● **Supplied records**:
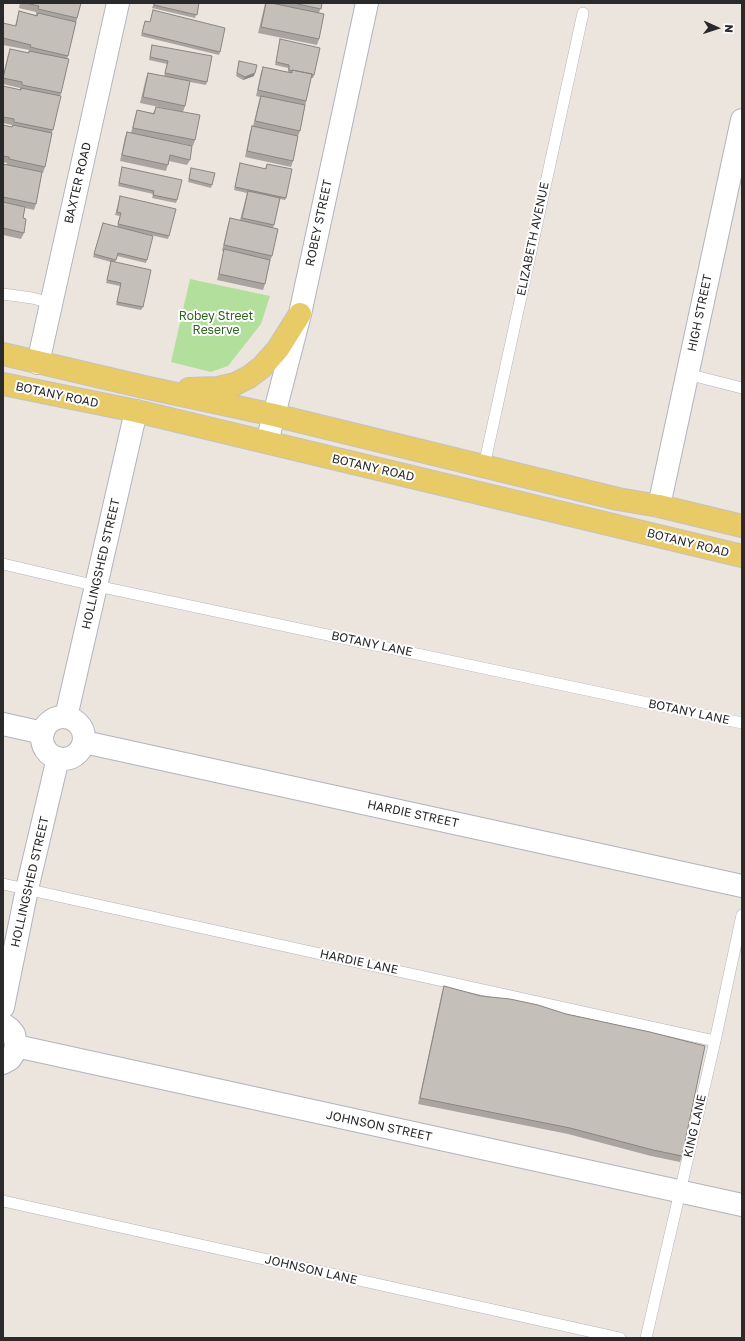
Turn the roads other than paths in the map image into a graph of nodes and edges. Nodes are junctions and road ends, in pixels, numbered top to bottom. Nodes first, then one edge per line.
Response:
1 (118, 3) edge
2 (367, 3) edge
3 (583, 13) dead end
4 (742, 120) edge
5 (3, 294) edge
6 (51, 303) junction
7 (300, 314) junction
8 (3, 354) edge
9 (38, 363) junction
10 (687, 374) junction
11 (3, 384) edge
12 (144, 388) junction
13 (742, 388) edge
14 (136, 411) junction
15 (274, 415) junction
16 (267, 442) junction
17 (484, 466) junction
18 (659, 506) junction
19 (742, 526) edge
20 (742, 556) edge
21 (3, 564) edge
22 (97, 586) junction
23 (66, 717) junction
24 (742, 723) edge
25 (3, 724) edge
26 (43, 734) junction
27 (84, 742) junction
28 (58, 758) junction
29 (3, 884) edge
30 (742, 886) edge
31 (27, 889) junction
32 (742, 915) edge
33 (3, 1007) edge
34 (3, 1024) edge
35 (715, 1041) junction
36 (9, 1055) edge
37 (680, 1191) junction
38 (3, 1201) edge
39 (742, 1205) edge
40 (620, 1338) edge
41 (646, 1338) edge

1 - 6 street, BAXTER ROAD
2 - 7 street, ROBEY STREET
3 - 17 lane, ELIZABETH AVENUE
4 - 10 street, HIGH STREET
5 - 6 lane
6 - 9 street, BAXTER ROAD
7 - 12 main road
7 - 15 street, ROBEY STREET
8 - 9 main road
9 - 12 main road
10 - 13 lane
10 - 18 street, HIGH STREET
11 - 14 main road, BOTANY ROAD
12 - 15 main road
14 - 16 main road, BOTANY ROAD
14 - 22 street, HOLLINGSHED STREET
15 - 16 street, ROBEY STREET
15 - 17 main road
16 - 20 main road, BOTANY ROAD
17 - 18 main road
18 - 19 main road
21 - 22 lane, BOTANY LANE
22 - 23 street, HOLLINGSHED STREET
22 - 24 lane, BOTANY LANE
23 - 26 street
23 - 27 street
25 - 26 street
26 - 28 street
27 - 28 street
27 - 30 street, HARDIE STREET
28 - 31 street, HOLLINGSHED STREET
29 - 31 lane, HARDIE LANE
31 - 33 street, HOLLINGSHED STREET
31 - 35 lane, HARDIE LANE
32 - 35 lane, KING LANE
34 - 36 street
35 - 37 lane, KING LANE
36 - 37 street, JOHNSON STREET
37 - 39 street, JOHNSON STREET
37 - 41 lane, KING LANE
38 - 40 lane, JOHNSON LANE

● **Task goal**: Copy out every line of the material above that mentions the word "KING".

● **Task response**:
32 - 35 lane, KING LANE
35 - 37 lane, KING LANE
37 - 41 lane, KING LANE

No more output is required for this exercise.